The January/February spread saw light trading volumes as February futures saw some rolling activity into March/April, the spread last trading between around $130/st backwardation before it settled at $109/st on Jan. 4.
The structure of the whole forward curve tightened slightly during the week as first half of 2022 activity remained firm and further dated backwardations increased as the Q3 strip saw some pressure. Some consumers passed on tons and remained on the sidelines awaiting clearer guidance for the first quarter. Q1 contracts continued to find support around the $1,300/st to $1,350/st level but uncertainties remained around competition from imports and domestic demand for the balance of 2022. The January/Q2 2022 spread settled around a $280/st backwardation, tighter by $20/st on the week
Flows were mixed across the curve as backwardations steepened on falling second half 2022 futures bids.
Volumes for Q2 2022 contracts slipped during the week with 1,325 lots trading during the week ended Jan. 4, as Q2 2022 strip dipped by $5/st to $1,160/st.

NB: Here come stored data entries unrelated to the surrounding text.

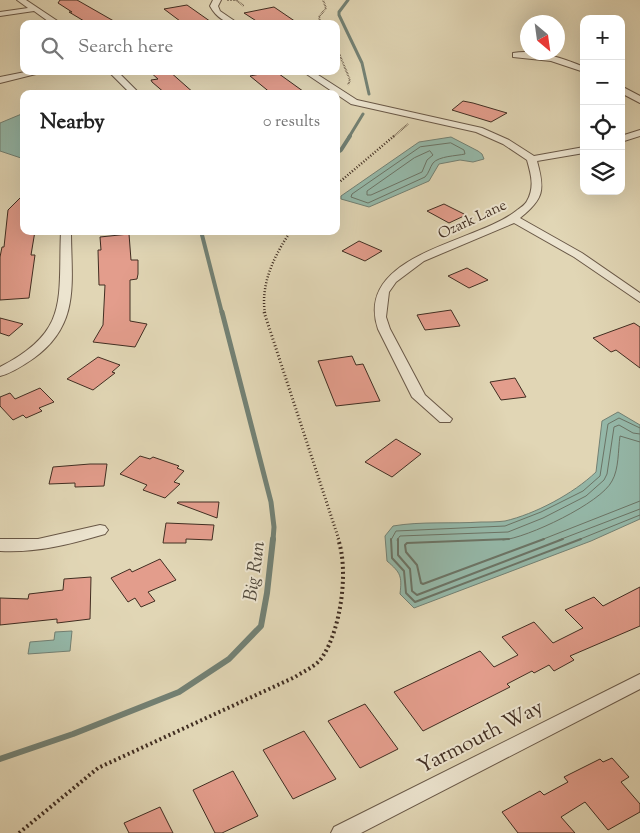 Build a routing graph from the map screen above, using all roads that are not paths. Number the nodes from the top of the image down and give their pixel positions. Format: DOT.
graph roads {
  1 [pos="21,0"];
  2 [pos="217,0"];
  3 [pos="35,8"];
  4 [pos="0,14"];
  5 [pos="52,20"];
  6 [pos="229,20"];
  7 [pos="516,55"];
  8 [pos="580,68"];
  9 [pos="24,75"];
  10 [pos="116,75"];
  11 [pos="312,75"];
  12 [pos="0,80"];
  13 [pos="132,90"];
  14 [pos="336,90"];
  15 [pos="625,91"];
  16 [pos="340,93"];
  17 [pos="640,100"];
  18 [pos="640,133"];
  19 [pos="625,138"];
  20 [pos="580,151"];
  21 [pos="532,159"];
  22 [pos="513,218"];
  23 [pos="66,235"];
  24 [pos="640,298"];
  25 [pos="0,372"];
  26 [pos="445,419"];
  27 [pos="100,530"];
  28 [pos="0,545"];
  29 [pos="640,681"];
  30 [pos="342,833"];
  1 -- 3 [label="street"];
  2 -- 6 [label="street"];
  3 -- 4 [label="street"];
  3 -- 5 [label="street"];
  7 -- 8 [label="street"];
  9 -- 12 [label="street"];
  10 -- 13 [label="street"];
  11 -- 14 [label="street"];
  15 -- 17 [label="street"];
  16 -- 21 [label="street"];
  18 -- 19 [label="street"];
  20 -- 21 [label="street"];
  21 -- 22 [label="street, Ozark Lane"];
  22 -- 24 [label="street"];
  22 -- 26 [label="street, Ozark Lane"];
  23 -- 25 [label="street"];
  27 -- 28 [label="street"];
  29 -- 30 [label="street, Yarmouth Way"];
} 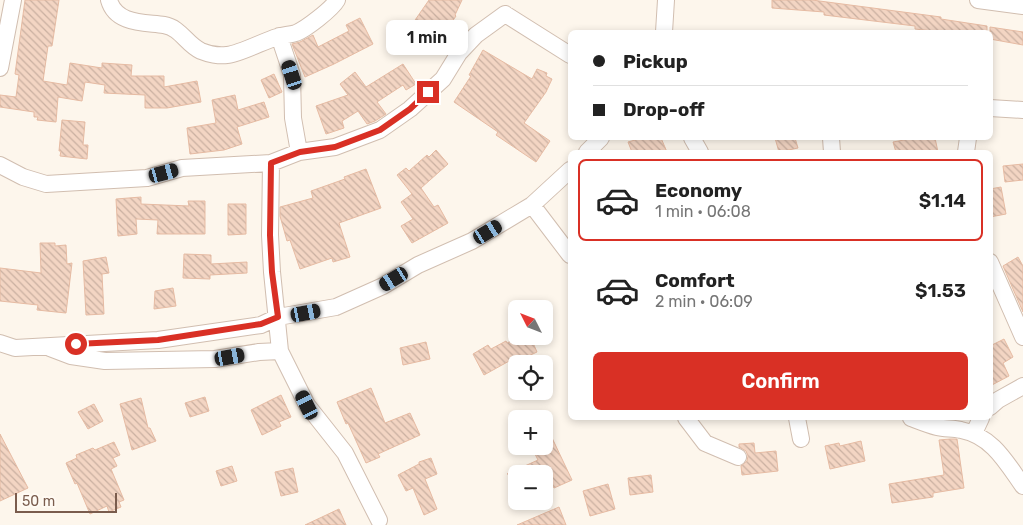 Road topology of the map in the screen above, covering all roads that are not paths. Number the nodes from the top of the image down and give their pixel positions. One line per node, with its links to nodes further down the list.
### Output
1 (13, 0): 11 (street)
2 (109, 0): 9 (street)
3 (337, 0): 9 (street)
4 (666, 0): 8 (street)
5 (978, 0): 6 (street)
6 (1023, 6)
7 (505, 7): 10 (street); 16 (street)
8 (664, 30)
9 (279, 36): 16 (street)
10 (568, 54)
11 (1, 60)
12 (993, 108): 13 (street)
13 (1023, 110)
14 (599, 140): 15 (street)
15 (589, 150)
16 (300, 152): 17 (street)
17 (271, 163): 18 (street); 23 (street)
18 (0, 165)
19 (568, 172): 20 (street)
20 (532, 205): 21 (street); 23 (street)
21 (568, 252)
22 (993, 269): 24 (street)
23 (278, 317): 26 (street); 27 (street)
24 (1023, 337)
25 (0, 343): 26 (street)
26 (46, 346): 27 (street)
27 (280, 351): 38 (street)
28 (1023, 386): 29 (street)
29 (993, 405)
30 (687, 420): 36 (street)
31 (797, 420): 35 (street)
32 (918, 420): 34 (street)
33 (980, 420): 34 (street)
34 (974, 433): 37 (street)
35 (801, 439)
36 (738, 457)
37 (1023, 486)
38 (379, 520)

The H1/H2 2022 spread settled tighter on the week as the Q4 2022 strip fell by $60/st, over the past two weeks on light trading. Prices have moved lower through the month and are pricing in uncertainties and lower bank analyst forecasts.
The front part of the curve has seen backwardations hold steady as mill delivery lead times decreased and imports helped keep backwardations intact into 2022, as some service centers have filled inventory gaps and customers were fine with contracted tons filling inventory holes.
US mill HRC lead times continued to fall to 3.9 weeks on Dec. 29, now below the 10-year average of five weeks. Hot-dipped galvanized lead times ticked down to 6.5 weeks, a level not seen since July 2020.
Buyers have continued to keep an eye on inventories as they have been tepid to enter the spot market due to rapidly declining spot prices.
Imports were tracking at elevated levels and putting pressure on Q1 spot prices. However, imports will not be able to fill all demand gaps and consumers are starting to see some value at these levels. It will be harder to hedge imports from the short side going forward, with futures still trading below some import prices.
As logistics remain challenging, traders and service centers have been trying to take advantage of the import arbitrage. The arbitrage has continued to widen from Canada, Turkey, Vietnam and South Korea, putting pressure on domestic prices as they compete for tons during 2022. However, some traders have been less willing to book imports for further into 2022 given shortening lead times and uncertainty around domestic prices.
HRC tradable values from a Mexican mill were heard around the $1,140/st level DDP Houston. Tradable values from Turkey and South Korea were heard from $1,200/st to $1,260/st for April/May delivery.
According to US Census Bureau, preliminary November data was tracking imports of hot-rolled sheets at 423,139 mt during the month. Imports from Canada were showing 160,294 mt at this time, while imports from South Korea were 17,697 mt and imports from Turkey were 60,031 mt. Imports from South Korea and Turkey usually feed the US Gulf Coast.
As futures try to find support on light volumes, the Platts HRC spot/third-month futures spread on the London Metal Exchange loosened. Spot prices held steady at lower levels during this trading week. Fundamentals have weakened in the spot market heading into year-end but backwardations still remained throughout the curve.
As of the Dec. 28 close, the last Commitment of Traders report showed short positions by managed money increased by 447 lots to 22,335 lots, as 10 traders hold 51.3% of short open interest, and spread positions were unchanged. At the same time, commercial long positions increased by 523 lots to 27,548 lots, and swap dealers increased long positions by 589 lots to 12,504 lots.
Platts HRC EXW Indiana futures trade on the LME Select and on CME Clearport and CME Globex.